Au XVIème siècle, la tenue des registres paroissiaux, initiée par l'Eglise, est rapidement encadrée par la monarchie, comme en témoignent plusieurs ordonnances réitérant les exigences en terme de tenue, d'informations et de dépôt : Villers-Cotterêts bien sûr en 1539, mais également de celles de Blois en 1579, Saint-Germain-en-Laye en 1667, ou encore une déclaration royale spécifiquement consacrée aux registres paroissiaux en 1736.

Mais cette connaissance de l'identité ne se limite pas à ces documents souvent utilisés par les généalogistes, ou aux recensements de population. Identité et contrôle des individus sont indissociables, qu'ils soient au service de l'état (marins, militaires), ou considérés comme dangereux ou suspects... Cette police, initiée sous la Régence, se poursuit au XIXème siècle. Sont particulièrement surveillées les populations mouvantes : vagabonds et pauvres, gens du voyage, étrangers, ouvriers... Les garnis parisiens doivent même déclarer sous la Révolution leurs locataires ! Dans la seconde moitié du XIXème siècle,  les descriptions physiques traditionnellement écrites (taille, couleurs des cheveux et des yeux, corpulence, marques distinctives)  vont être complétées par deux nouveaux outils d'identification : la photographie et la dactyloscopie... c'est-à-dire l'étude des empreintes digitales.

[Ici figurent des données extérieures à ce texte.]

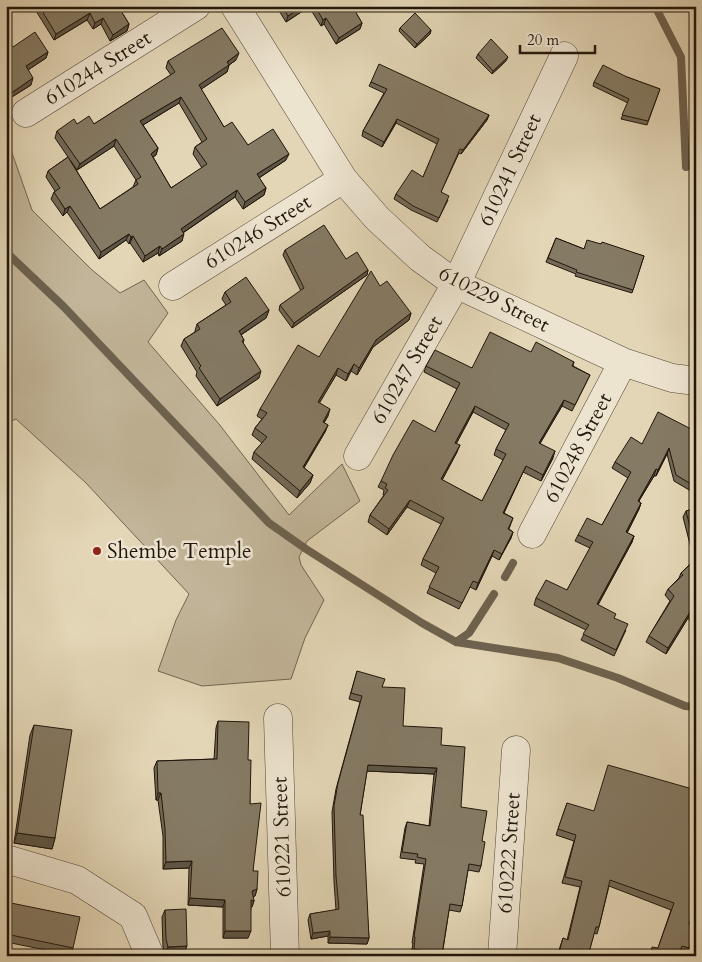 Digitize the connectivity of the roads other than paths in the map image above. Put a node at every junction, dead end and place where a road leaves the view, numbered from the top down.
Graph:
1 (196, 6) edge
2 (235, 6) edge
3 (564, 56) dead end
4 (26, 113) dead end
5 (344, 179) junction
6 (456, 284) junction
7 (173, 286) dead end
8 (623, 362) junction
9 (696, 381) edge
10 (358, 456) dead end
11 (532, 534) dead end
12 (278, 718) dead end
13 (516, 750) dead end
14 (6, 859) edge
15 (150, 956) edge
16 (285, 956) edge
17 (502, 956) edge

1 - 4 street, 610244 Street
2 - 5 street, 610229 Street
3 - 6 street, 610241 Street
5 - 6 street, 610229 Street
5 - 7 street, 610246 Street
6 - 8 street, 610229 Street
6 - 10 street, 610247 Street
8 - 9 street, 610229 Street
8 - 11 street, 610248 Street
12 - 16 street, 610221 Street
13 - 17 street, 610222 Street
14 - 15 street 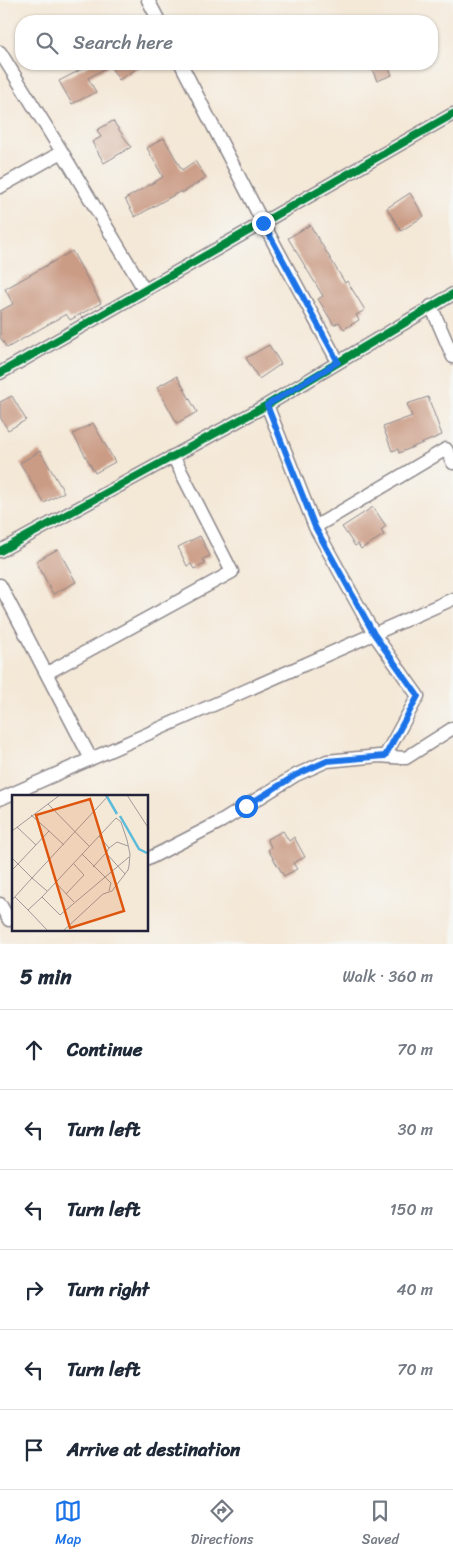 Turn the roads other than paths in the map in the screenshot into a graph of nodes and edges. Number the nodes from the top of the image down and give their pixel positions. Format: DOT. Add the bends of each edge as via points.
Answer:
graph roads {
  1 [pos="148,0"];
  2 [pos="156,15"];
  3 [pos="0,52"];
  4 [pos="184,70"];
  5 [pos="453,114"];
  6 [pos="62,152"];
  7 [pos="0,187"];
  8 [pos="263,223"];
  9 [pos="145,291"];
  10 [pos="453,294"];
  11 [pos="431,306"];
  12 [pos="453,357"];
  13 [pos="338,362"];
  14 [pos="0,373"];
  15 [pos="267,405"];
  16 [pos="449,447"];
  17 [pos="173,456"];
  18 [pos="453,463"];
  19 [pos="315,527"];
  20 [pos="0,551"];
  21 [pos="0,585"];
  22 [pos="453,599"];
  23 [pos="374,634"];
  24 [pos="47,674"];
  25 [pos="453,728"];
  26 [pos="385,756"];
  27 [pos="91,758"];
  28 [pos="0,799"];
  29 [pos="149,858"];
  30 [pos="0,904"];
  31 [pos="8,920"];
  1 -- 2 [label="street"];
  3 -- 6 [label="street"];
  4 -- 8 [label="street"];
  5 -- 8 [label="street"];
  6 -- 7 [label="street"];
  6 -- 9 [label="street"];
  8 -- 9 [label="street"];
  8 -- 13 [label="street"];
  9 -- 14 [label="street"];
  10 -- 11 [label="street"];
  11 -- 12 [label="street"];
  11 -- 13 [label="street"];
  13 -- 15 [label="street"];
  15 -- 17 [label="street"];
  15 -- 19 [label="street"];
  16 -- 18 [label="street"];
  16 -- 19 [label="street"];
  17 -- 20 [label="street"];
  17 -- 24 [label="street" via="232,572"];
  19 -- 23 [label="street"];
  21 -- 24 [label="street"];
  22 -- 23 [label="street"];
  23 -- 26 [label="street" via="418,696"];
  23 -- 27 [label="street"];
  24 -- 27 [label="street"];
  25 -- 26 [label="street" via="406,758"];
  26 -- 29 [label="street" via="327,761 296,775 222,821"];
  27 -- 28 [label="street"];
  30 -- 31 [label="street"];
}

Etablir l'identité des populations, c'est enfin évoquer les résistances à ce fichage, les réticences ne se manifestant pas uniquement à l'heure du fichage électronique.

Ouvrage très riche donc, évoquant une multitude de sources parfois peu connues. A défaut de le lire, vous pouvez écouter l'auteur dans l'émission 2000 ans d'histoire (France Inter) du 7 juin 2010.